Biomass fuel ash is more alkaline which reduces ash fusion temperature which leads to superheater (radiant and convection surface) fouling and slagging. Biomass fuel can be high in chlorine, but is typically low in sulfur. Sulfur tends to moderate the affect of chlorine and a sulfur:chlorine ratio greater than 2.0 is generally desired. The combination of high chlorine, alkalis and some sulfur forms a low melting (often molten phase), highly corrosive eutectic that can reduce the life of superheaters to just a few years.
It is imperative that a laboratory analysis be obtained for every representative fuel source to account for local environmental and soil conditions rather than simply relying on a textbook analysis to identify constituents that may be detrimental to the boiler and may limit the amount that can be safely fired or co-fired. Biomass fuels are generally characterized by “proximate” and “ultimate” analyses per ASTM-E870.
Biomass Combustion Technologies
In the power generation industry, the most common biomass combustion technologies fall into three categories: stoker/grate firing, fluidized bed combustion (FBC)—including circulating fluidized bed (CFB) and bubbling fluidized bed (BFB) boilers—and suspension firing or pulverized fuel (PF) firing.
Stoker/Grate Firing: Grate-type boilers are likely the oldest commercial combustion technology still in use today. There are several types which have been enhanced through the years and are capable of firing biomass.
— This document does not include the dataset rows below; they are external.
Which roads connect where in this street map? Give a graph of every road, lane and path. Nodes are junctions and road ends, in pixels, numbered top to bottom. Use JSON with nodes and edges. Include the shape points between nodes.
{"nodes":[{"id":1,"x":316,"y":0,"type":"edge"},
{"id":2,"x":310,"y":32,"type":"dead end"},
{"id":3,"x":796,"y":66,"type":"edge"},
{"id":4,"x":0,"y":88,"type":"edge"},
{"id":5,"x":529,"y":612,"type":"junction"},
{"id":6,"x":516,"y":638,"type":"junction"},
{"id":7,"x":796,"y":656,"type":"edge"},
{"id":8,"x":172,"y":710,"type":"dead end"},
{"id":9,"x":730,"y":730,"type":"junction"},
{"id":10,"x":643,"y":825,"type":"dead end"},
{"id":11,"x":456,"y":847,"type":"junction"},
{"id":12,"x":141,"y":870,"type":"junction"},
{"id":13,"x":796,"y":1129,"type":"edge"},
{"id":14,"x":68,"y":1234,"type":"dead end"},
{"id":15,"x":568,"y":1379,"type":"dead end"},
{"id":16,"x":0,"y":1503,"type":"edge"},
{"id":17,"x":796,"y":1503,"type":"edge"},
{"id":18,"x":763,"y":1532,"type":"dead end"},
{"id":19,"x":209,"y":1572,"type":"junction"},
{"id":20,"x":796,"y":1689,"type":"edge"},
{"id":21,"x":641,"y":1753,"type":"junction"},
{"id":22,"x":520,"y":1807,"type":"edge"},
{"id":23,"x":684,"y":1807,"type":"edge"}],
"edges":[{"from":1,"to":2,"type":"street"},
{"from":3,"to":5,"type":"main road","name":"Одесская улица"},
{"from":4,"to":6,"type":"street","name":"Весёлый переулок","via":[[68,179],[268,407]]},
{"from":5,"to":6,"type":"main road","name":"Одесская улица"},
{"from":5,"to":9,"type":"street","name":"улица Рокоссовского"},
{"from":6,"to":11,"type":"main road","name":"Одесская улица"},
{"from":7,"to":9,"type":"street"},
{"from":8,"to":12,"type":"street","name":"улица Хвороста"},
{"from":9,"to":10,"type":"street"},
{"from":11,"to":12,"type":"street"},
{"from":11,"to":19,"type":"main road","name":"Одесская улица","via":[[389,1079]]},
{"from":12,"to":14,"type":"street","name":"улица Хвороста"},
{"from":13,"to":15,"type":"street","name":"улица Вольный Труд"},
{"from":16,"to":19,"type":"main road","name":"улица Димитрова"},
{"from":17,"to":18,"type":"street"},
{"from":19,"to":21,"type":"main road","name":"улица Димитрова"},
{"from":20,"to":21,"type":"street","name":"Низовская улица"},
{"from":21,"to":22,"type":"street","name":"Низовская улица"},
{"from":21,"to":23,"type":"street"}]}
In fact, grate-type boilers are among the most popular combustion technology for small to medium sized biomass-fired boilers and are available up to 150 MWe. Smaller, lower-cost bottom-supported units in the 15 to 25 MWe range are more common. Grate boilers are suitable for many types of fuels: coal, wood fuels, waste fuels, peat and even straw.
One common problem related to grate firing is melting of the biomass ash on the grate. Combustion temperatures may reach 1,300 to 1,400 C (2,400 to 2,600 F). Ash melting problems have been reduced or eliminated by using water-cooled grates and reducing combustion air preheat temperatures.
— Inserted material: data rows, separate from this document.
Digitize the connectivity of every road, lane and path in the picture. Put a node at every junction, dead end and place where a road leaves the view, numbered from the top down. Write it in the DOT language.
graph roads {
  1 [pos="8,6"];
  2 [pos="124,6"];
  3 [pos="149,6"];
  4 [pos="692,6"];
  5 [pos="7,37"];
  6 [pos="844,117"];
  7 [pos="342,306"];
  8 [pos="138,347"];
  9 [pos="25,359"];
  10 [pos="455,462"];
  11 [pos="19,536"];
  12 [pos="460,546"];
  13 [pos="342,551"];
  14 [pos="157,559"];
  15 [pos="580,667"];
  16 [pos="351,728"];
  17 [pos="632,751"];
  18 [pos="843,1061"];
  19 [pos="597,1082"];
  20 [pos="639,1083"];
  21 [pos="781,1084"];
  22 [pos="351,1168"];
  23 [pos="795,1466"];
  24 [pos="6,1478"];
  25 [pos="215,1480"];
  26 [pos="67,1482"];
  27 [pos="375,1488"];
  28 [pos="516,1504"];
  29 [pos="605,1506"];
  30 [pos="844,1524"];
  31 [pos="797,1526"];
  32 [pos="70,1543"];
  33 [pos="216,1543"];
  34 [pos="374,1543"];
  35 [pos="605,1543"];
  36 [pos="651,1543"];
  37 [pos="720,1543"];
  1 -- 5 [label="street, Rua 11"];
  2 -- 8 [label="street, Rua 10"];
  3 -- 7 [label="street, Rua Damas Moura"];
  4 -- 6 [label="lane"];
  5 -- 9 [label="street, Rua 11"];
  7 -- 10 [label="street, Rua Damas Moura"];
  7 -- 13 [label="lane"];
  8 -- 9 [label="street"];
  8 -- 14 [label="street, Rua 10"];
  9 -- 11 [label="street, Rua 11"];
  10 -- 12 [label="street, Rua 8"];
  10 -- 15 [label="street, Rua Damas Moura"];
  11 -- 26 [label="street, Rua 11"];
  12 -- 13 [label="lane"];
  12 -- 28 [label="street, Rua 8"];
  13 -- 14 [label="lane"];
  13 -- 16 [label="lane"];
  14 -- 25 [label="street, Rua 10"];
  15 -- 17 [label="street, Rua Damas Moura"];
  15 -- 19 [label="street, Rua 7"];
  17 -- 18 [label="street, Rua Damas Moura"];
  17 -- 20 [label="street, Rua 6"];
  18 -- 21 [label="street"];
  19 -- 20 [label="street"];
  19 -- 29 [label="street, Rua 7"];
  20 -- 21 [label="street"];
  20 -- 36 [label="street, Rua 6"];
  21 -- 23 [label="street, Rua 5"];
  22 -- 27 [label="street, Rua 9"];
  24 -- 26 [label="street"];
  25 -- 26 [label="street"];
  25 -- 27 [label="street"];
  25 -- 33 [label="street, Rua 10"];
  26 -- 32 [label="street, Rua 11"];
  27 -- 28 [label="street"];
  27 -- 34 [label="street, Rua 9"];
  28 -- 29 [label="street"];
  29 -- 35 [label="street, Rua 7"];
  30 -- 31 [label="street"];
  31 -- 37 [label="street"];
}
Firing or co-firing of biomass with coal, oil or gas in small power plants is relatively safe where the steam temperature is less than 400 C (750 F) and the risk of high temperature corrosion is reduced. Where final steam temperatures are higher, finishing superheater surface is installed at the top of the furnace as platens where the slag will drop off periodically.
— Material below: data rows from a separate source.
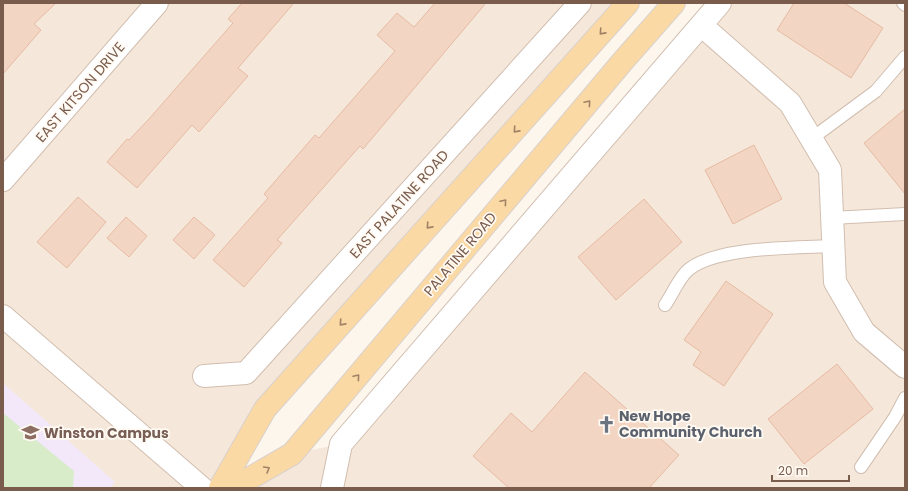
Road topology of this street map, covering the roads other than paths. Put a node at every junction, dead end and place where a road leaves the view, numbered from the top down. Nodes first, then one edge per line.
1 (157, 3) edge
2 (580, 3) edge
3 (628, 3) edge
4 (674, 3) edge
5 (720, 3) edge
6 (701, 25) junction
7 (905, 57) edge
8 (811, 139) junction
9 (3, 180) edge
10 (905, 214) edge
11 (832, 218) junction
12 (834, 246) junction
13 (665, 305) dead end
14 (3, 316) edge
15 (905, 367) edge
16 (204, 376) dead end
17 (905, 398) edge
18 (861, 467) dead end
19 (202, 488) edge
20 (220, 488) edge
21 (233, 488) edge
22 (332, 488) edge

1 - 9 street, EAST KITSON DRIVE
2 - 16 street, EAST PALATINE ROAD
3 -> 20 main road
21 -> 4 main road, PALATINE ROAD
5 - 6 street
6 - 8 street
6 - 22 street
7 - 8 lane
8 - 11 street
10 - 11 lane
11 - 12 street
12 - 13 lane
12 - 15 street
14 - 19 street
17 - 18 lane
Fluidized Bed Technology: Fluidized bed technology is the most flexible for firing a wide range of fuels and fuels that are variable, including biomass.
Adequate heat transfer surface is provided to maintain bed temperature in the range of 815 to 925 C (1,500 to 1,700 F), within prime temperature range of sorbents to react with bed contaminants and this is at the lower end of the potential ash softening and contaminant agglomeration temperature range.
More than 90 percent of the bed is inert material (sand or fuel ash) and the rest is fuel and sorbent. This balance changes with fuel quality and moisture. The large thermal flywheel effect of the inerts minimizes combustion disturbances and undesired swings of bed temperature. In some cases, special bed materials and additives can be used in order to avoid bed agglomeration.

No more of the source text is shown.